Please copy out each line of the entries in which "name" appears.
----
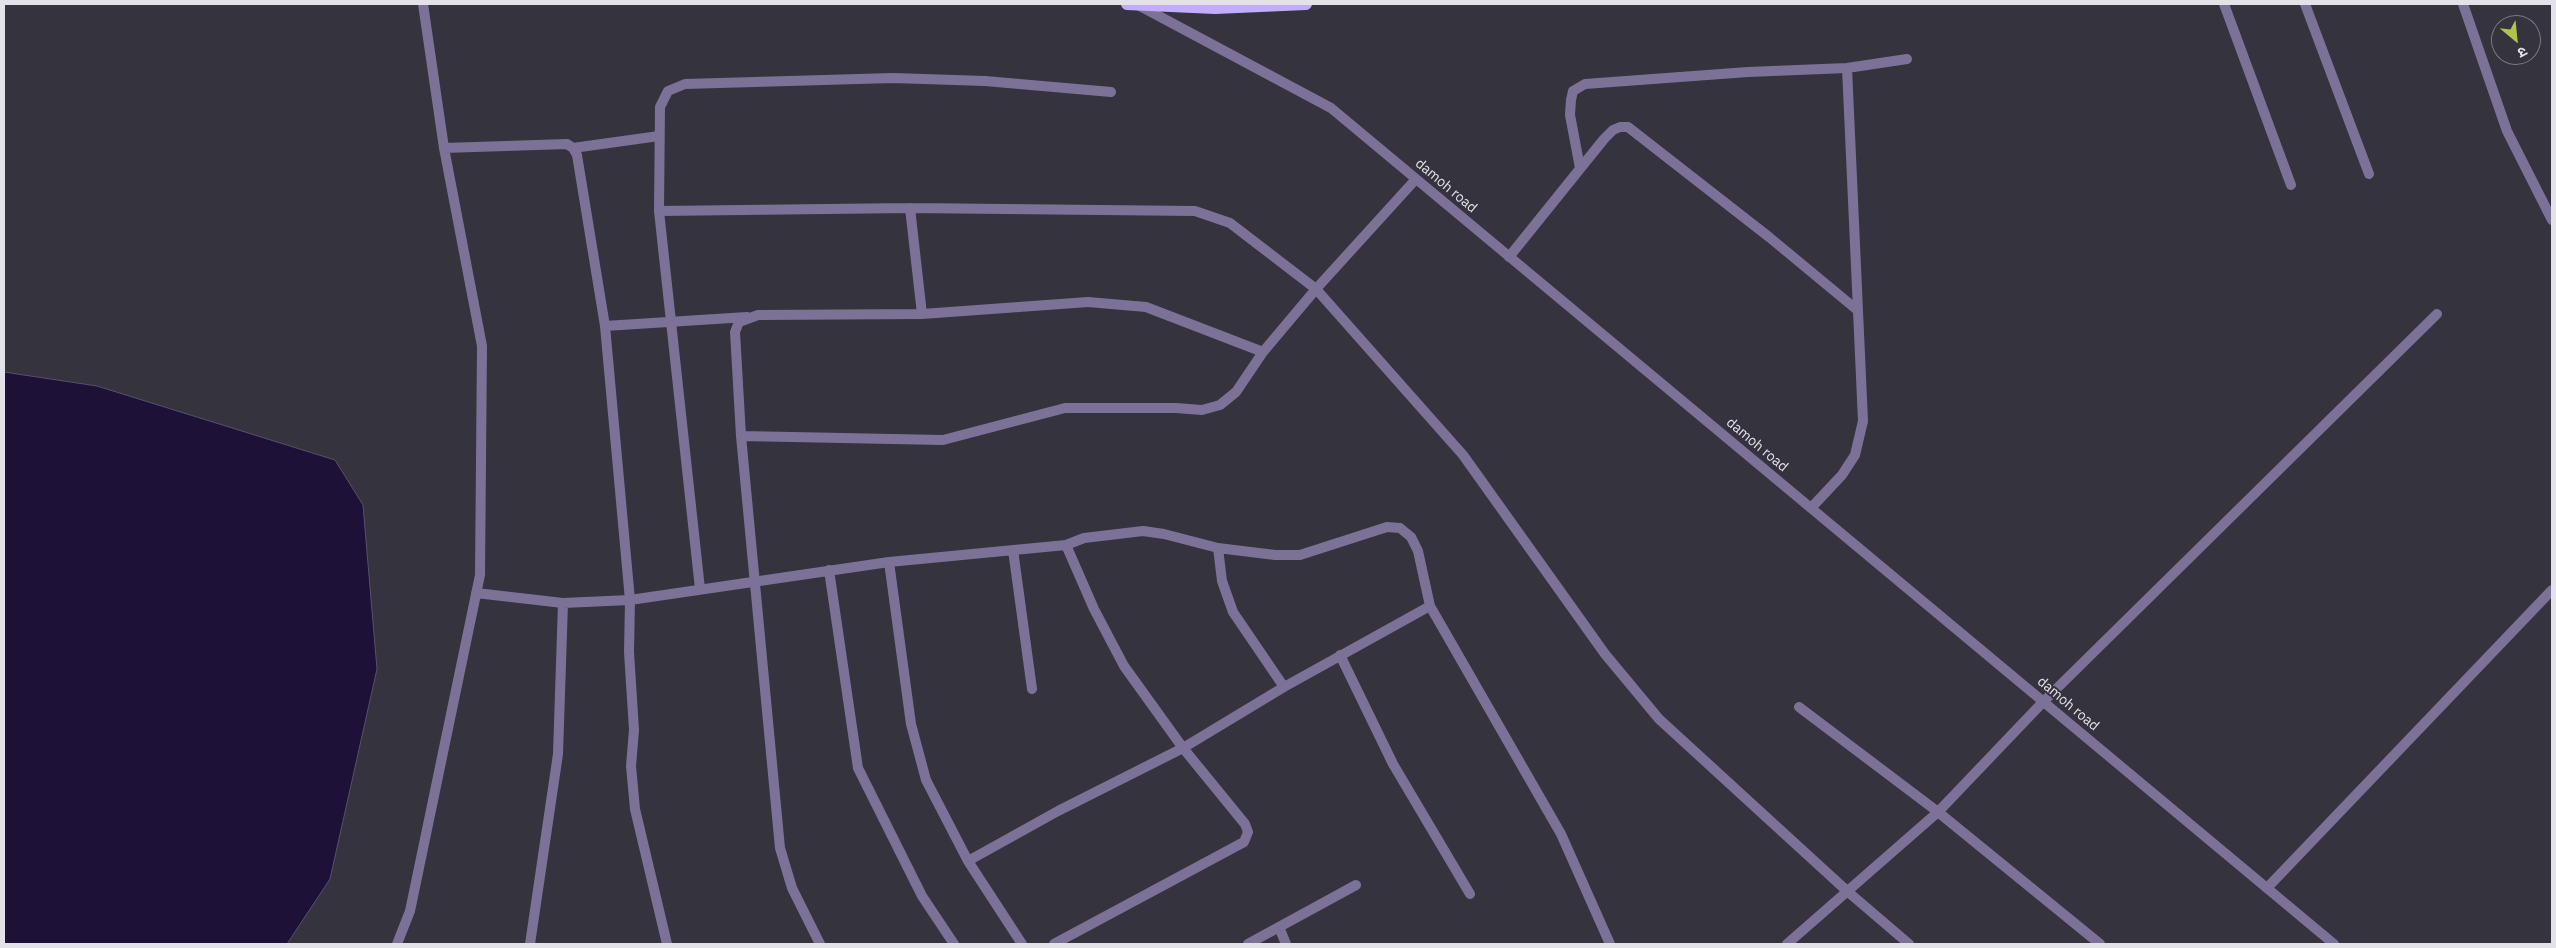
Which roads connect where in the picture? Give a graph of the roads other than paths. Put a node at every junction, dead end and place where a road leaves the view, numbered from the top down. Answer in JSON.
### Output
{"nodes":[{"id":1,"x":423,"y":4,"type":"edge"},
{"id":2,"x":1127,"y":4,"type":"edge"},
{"id":3,"x":1137,"y":4,"type":"edge"},
{"id":4,"x":1306,"y":4,"type":"edge"},
{"id":5,"x":2224,"y":4,"type":"edge"},
{"id":6,"x":2305,"y":4,"type":"edge"},
{"id":7,"x":2463,"y":4,"type":"edge"},
{"id":8,"x":1907,"y":58,"type":"dead end"},
{"id":9,"x":1847,"y":68,"type":"junction"},
{"id":10,"x":1111,"y":92,"type":"dead end"},
{"id":11,"x":659,"y":136,"type":"junction"},
{"id":12,"x":444,"y":148,"type":"junction"},
{"id":13,"x":573,"y":148,"type":"junction"},
{"id":14,"x":1580,"y":168,"type":"junction"},
{"id":15,"x":2368,"y":174,"type":"dead end"},
{"id":16,"x":1416,"y":179,"type":"junction"},
{"id":17,"x":2291,"y":185,"type":"dead end"},
{"id":18,"x":910,"y":208,"type":"junction"},
{"id":19,"x":659,"y":211,"type":"junction"},
{"id":20,"x":2552,"y":220,"type":"edge"},
{"id":21,"x":1510,"y":257,"type":"junction"},
{"id":22,"x":1316,"y":289,"type":"junction"},
{"id":23,"x":1856,"y":309,"type":"junction"},
{"id":24,"x":922,"y":314,"type":"junction"},
{"id":25,"x":2437,"y":314,"type":"dead end"},
{"id":26,"x":748,"y":317,"type":"junction"},
{"id":27,"x":671,"y":322,"type":"junction"},
{"id":28,"x":605,"y":326,"type":"junction"},
{"id":29,"x":1263,"y":352,"type":"junction"},
{"id":30,"x":741,"y":436,"type":"junction"},
{"id":31,"x":1811,"y":508,"type":"junction"},
{"id":32,"x":1066,"y":545,"type":"junction"},
{"id":33,"x":1218,"y":548,"type":"junction"},
{"id":34,"x":1013,"y":550,"type":"junction"},
{"id":35,"x":889,"y":562,"type":"junction"},
{"id":36,"x":829,"y":570,"type":"junction"},
{"id":37,"x":755,"y":581,"type":"junction"},
{"id":38,"x":700,"y":589,"type":"junction"},
{"id":39,"x":2552,"y":590,"type":"edge"},
{"id":40,"x":476,"y":593,"type":"junction"},
{"id":41,"x":630,"y":600,"type":"junction"},
{"id":42,"x":563,"y":603,"type":"junction"},
{"id":43,"x":1430,"y":606,"type":"junction"},
{"id":44,"x":1340,"y":655,"type":"junction"},
{"id":45,"x":1284,"y":687,"type":"junction"},
{"id":46,"x":1032,"y":689,"type":"dead end"},
{"id":47,"x":2043,"y":702,"type":"junction"},
{"id":48,"x":1799,"y":707,"type":"dead end"},
{"id":49,"x":1182,"y":748,"type":"junction"},
{"id":50,"x":1938,"y":812,"type":"junction"},
{"id":51,"x":968,"y":861,"type":"junction"},
{"id":52,"x":1356,"y":885,"type":"dead end"},
{"id":53,"x":2267,"y":888,"type":"junction"},
{"id":54,"x":1847,"y":891,"type":"junction"},
{"id":55,"x":1470,"y":894,"type":"dead end"},
{"id":56,"x":1279,"y":927,"type":"junction"},
{"id":57,"x":397,"y":944,"type":"edge"},
{"id":58,"x":530,"y":944,"type":"edge"},
{"id":59,"x":667,"y":944,"type":"edge"},
{"id":60,"x":820,"y":944,"type":"edge"},
{"id":61,"x":954,"y":944,"type":"edge"},
{"id":62,"x":1022,"y":944,"type":"edge"},
{"id":63,"x":1054,"y":944,"type":"edge"},
{"id":64,"x":1248,"y":944,"type":"edge"},
{"id":65,"x":1286,"y":944,"type":"edge"},
{"id":66,"x":1610,"y":944,"type":"edge"},
{"id":67,"x":1787,"y":944,"type":"edge"},
{"id":68,"x":1910,"y":944,"type":"edge"},
{"id":69,"x":2100,"y":944,"type":"edge"},
{"id":70,"x":2334,"y":944,"type":"edge"}],
"edges":[{"from":1,"to":12,"type":"street"},
{"from":2,"to":3,"type":"main road"},
{"from":3,"to":4,"type":"main road"},
{"from":3,"to":16,"type":"street","name":"damoh road"},
{"from":5,"to":17,"type":"street"},
{"from":6,"to":15,"type":"street"},
{"from":7,"to":20,"type":"street"},
{"from":8,"to":9,"type":"street"},
{"from":9,"to":14,"type":"street"},
{"from":9,"to":23,"type":"street"},
{"from":10,"to":11,"type":"street"},
{"from":11,"to":13,"type":"street"},
{"from":11,"to":19,"type":"street"},
{"from":12,"to":13,"type":"street"},
{"from":12,"to":40,"type":"street"},
{"from":13,"to":28,"type":"street"},
{"from":14,"to":21,"type":"street"},
{"from":14,"to":23,"type":"street"},
{"from":16,"to":21,"type":"street","name":"damoh road"},
{"from":16,"to":22,"type":"street"},
{"from":18,"to":19,"type":"street"},
{"from":18,"to":22,"type":"street"},
{"from":18,"to":24,"type":"street"},
{"from":19,"to":27,"type":"street"},
{"from":21,"to":31,"type":"street","name":"damoh road"},
{"from":22,"to":29,"type":"street"},
{"from":22,"to":54,"type":"street"},
{"from":23,"to":31,"type":"street"},
{"from":24,"to":26,"type":"street"},
{"from":24,"to":29,"type":"street"},
{"from":25,"to":47,"type":"street"},
{"from":26,"to":27,"type":"street"},
{"from":26,"to":30,"type":"street"},
{"from":27,"to":28,"type":"street"},
{"from":27,"to":38,"type":"street"},
{"from":28,"to":41,"type":"street"},
{"from":29,"to":30,"type":"street"},
{"from":30,"to":37,"type":"street"},
{"from":31,"to":47,"type":"street","name":"damoh road"},
{"from":32,"to":33,"type":"street"},
{"from":32,"to":34,"type":"street"},
{"from":32,"to":49,"type":"street"},
{"from":33,"to":43,"type":"street"},
{"from":33,"to":45,"type":"street"},
{"from":34,"to":35,"type":"street"},
{"from":34,"to":46,"type":"street"},
{"from":35,"to":36,"type":"street"},
{"from":35,"to":51,"type":"street"},
{"from":36,"to":37,"type":"street"},
{"from":36,"to":61,"type":"street"},
{"from":37,"to":38,"type":"street"},
{"from":37,"to":60,"type":"street"},
{"from":38,"to":41,"type":"street"},
{"from":39,"to":53,"type":"street"},
{"from":40,"to":42,"type":"street"},
{"from":40,"to":57,"type":"street"},
{"from":41,"to":42,"type":"street"},
{"from":41,"to":59,"type":"street"},
{"from":42,"to":58,"type":"street"},
{"from":43,"to":44,"type":"street"},
{"from":43,"to":66,"type":"street"},
{"from":44,"to":45,"type":"street"},
{"from":44,"to":55,"type":"street"},
{"from":45,"to":49,"type":"street"},
{"from":47,"to":50,"type":"street"},
{"from":47,"to":53,"type":"street","name":"damoh road"},
{"from":48,"to":50,"type":"street"},
{"from":49,"to":51,"type":"street"},
{"from":49,"to":63,"type":"street"},
{"from":50,"to":54,"type":"street"},
{"from":50,"to":69,"type":"street"},
{"from":51,"to":62,"type":"street"},
{"from":52,"to":56,"type":"street"},
{"from":53,"to":70,"type":"street","name":"damoh road"},
{"from":54,"to":67,"type":"street"},
{"from":54,"to":68,"type":"street"},
{"from":56,"to":64,"type":"street"},
{"from":56,"to":65,"type":"street"}]}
----
Solution for this problem:
{"from":3,"to":16,"type":"street","name":"damoh road"},
{"from":16,"to":21,"type":"street","name":"damoh road"},
{"from":21,"to":31,"type":"street","name":"damoh road"},
{"from":31,"to":47,"type":"street","name":"damoh road"},
{"from":47,"to":53,"type":"street","name":"damoh road"},
{"from":53,"to":70,"type":"street","name":"damoh road"},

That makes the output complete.